Three rooms at the centre of the Historiale route are dedicated to the study of the military operations that took place in Cassinate during the first half of 1944.

The use of traditional techniques, such as the large plastic model that materialises the tortured orography of the area, is flanked by innovative tools, such as the “optical theatre”, in which two imaginary staff officers illustrate to the visitor the different perspectives with which the Allies and the Germans prepared for battle: the former to achieve a success of great importance, above all symbolic, the latter to gain time and resources that would otherwise have been spent on other war fronts.
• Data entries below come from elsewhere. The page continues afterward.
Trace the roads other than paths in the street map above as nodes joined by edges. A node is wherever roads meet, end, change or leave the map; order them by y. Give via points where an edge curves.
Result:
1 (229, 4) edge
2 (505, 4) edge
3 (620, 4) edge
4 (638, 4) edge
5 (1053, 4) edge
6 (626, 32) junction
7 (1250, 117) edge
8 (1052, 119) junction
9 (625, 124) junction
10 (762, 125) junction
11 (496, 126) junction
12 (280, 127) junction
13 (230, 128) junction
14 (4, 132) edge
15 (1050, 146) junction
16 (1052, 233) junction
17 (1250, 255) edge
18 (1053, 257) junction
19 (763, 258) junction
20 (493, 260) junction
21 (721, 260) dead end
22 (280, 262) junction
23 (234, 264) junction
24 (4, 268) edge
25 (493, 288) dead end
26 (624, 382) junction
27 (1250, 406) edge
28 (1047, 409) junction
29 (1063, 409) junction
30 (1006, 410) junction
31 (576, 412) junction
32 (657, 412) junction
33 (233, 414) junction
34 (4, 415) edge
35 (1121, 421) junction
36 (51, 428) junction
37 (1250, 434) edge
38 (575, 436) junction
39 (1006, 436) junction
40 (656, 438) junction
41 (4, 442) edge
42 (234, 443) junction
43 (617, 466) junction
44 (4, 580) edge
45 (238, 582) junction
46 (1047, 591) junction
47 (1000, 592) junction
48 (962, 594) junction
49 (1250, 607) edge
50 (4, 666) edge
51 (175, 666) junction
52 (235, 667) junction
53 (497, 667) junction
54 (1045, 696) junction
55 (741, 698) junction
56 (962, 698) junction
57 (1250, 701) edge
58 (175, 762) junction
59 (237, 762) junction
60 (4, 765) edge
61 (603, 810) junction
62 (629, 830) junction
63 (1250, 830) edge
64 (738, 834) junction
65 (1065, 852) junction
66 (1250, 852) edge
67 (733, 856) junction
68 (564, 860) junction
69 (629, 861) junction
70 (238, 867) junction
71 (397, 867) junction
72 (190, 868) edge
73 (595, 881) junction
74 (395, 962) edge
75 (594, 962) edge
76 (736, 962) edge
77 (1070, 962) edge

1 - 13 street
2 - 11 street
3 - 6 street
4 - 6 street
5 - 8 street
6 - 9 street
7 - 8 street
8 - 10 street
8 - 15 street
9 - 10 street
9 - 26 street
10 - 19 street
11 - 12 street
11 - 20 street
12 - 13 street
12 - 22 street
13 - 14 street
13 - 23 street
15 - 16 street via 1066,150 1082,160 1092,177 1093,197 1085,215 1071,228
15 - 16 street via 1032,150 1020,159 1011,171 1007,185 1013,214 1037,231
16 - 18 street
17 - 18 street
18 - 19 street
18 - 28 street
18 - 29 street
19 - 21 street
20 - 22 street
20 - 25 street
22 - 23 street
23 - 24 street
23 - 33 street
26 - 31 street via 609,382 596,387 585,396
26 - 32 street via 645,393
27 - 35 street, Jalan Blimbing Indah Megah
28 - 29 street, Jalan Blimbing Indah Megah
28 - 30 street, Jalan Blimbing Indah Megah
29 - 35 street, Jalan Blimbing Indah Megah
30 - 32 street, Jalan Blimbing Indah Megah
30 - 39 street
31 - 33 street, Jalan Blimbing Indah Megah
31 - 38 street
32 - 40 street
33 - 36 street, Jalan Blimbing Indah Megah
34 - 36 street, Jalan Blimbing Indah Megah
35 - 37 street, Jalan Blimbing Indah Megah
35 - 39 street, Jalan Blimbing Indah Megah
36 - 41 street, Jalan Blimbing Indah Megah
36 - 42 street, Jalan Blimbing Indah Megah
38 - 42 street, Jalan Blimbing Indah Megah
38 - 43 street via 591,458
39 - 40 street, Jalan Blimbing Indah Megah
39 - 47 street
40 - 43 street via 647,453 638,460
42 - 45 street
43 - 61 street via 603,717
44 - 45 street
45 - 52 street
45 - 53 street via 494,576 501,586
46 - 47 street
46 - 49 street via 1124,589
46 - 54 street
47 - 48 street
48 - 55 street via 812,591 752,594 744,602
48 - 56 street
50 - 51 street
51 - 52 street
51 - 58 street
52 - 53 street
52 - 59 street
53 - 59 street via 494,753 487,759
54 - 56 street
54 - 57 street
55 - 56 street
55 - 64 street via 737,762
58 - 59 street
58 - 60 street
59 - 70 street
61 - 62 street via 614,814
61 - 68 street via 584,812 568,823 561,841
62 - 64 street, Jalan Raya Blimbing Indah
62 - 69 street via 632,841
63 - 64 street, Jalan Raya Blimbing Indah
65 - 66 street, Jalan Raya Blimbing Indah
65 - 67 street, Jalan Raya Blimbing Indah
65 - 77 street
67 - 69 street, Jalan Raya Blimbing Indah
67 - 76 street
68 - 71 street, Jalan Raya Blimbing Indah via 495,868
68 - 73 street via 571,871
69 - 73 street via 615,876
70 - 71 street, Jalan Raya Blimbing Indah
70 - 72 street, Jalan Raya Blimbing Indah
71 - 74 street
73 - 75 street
The main purpose of the three rooms is to link the strategic function of Cassino as a guardian of the road to Rome with the sacrifice of the soldiers of the many nationalities and ethnicities that clashed at Cassino. This is evoked by a large wall of white soldiers, with the national flags of Germany, Poland, Great Britain, Canada, France, the United States and Italy waving one after the other, accompanied in the background by their respective national anthems.
Two simple rifles and four helmets, worn down by time, are mute witnesses to the severity of the conflict.

This anonymous dimension is contrasted by the portraits of the military leaders of the two sides, from the New Zealander Freyberg, who ordered the destruction of the abbey, to the Frenchman Juin, who was the first to realise the need to find a way out of the conflict.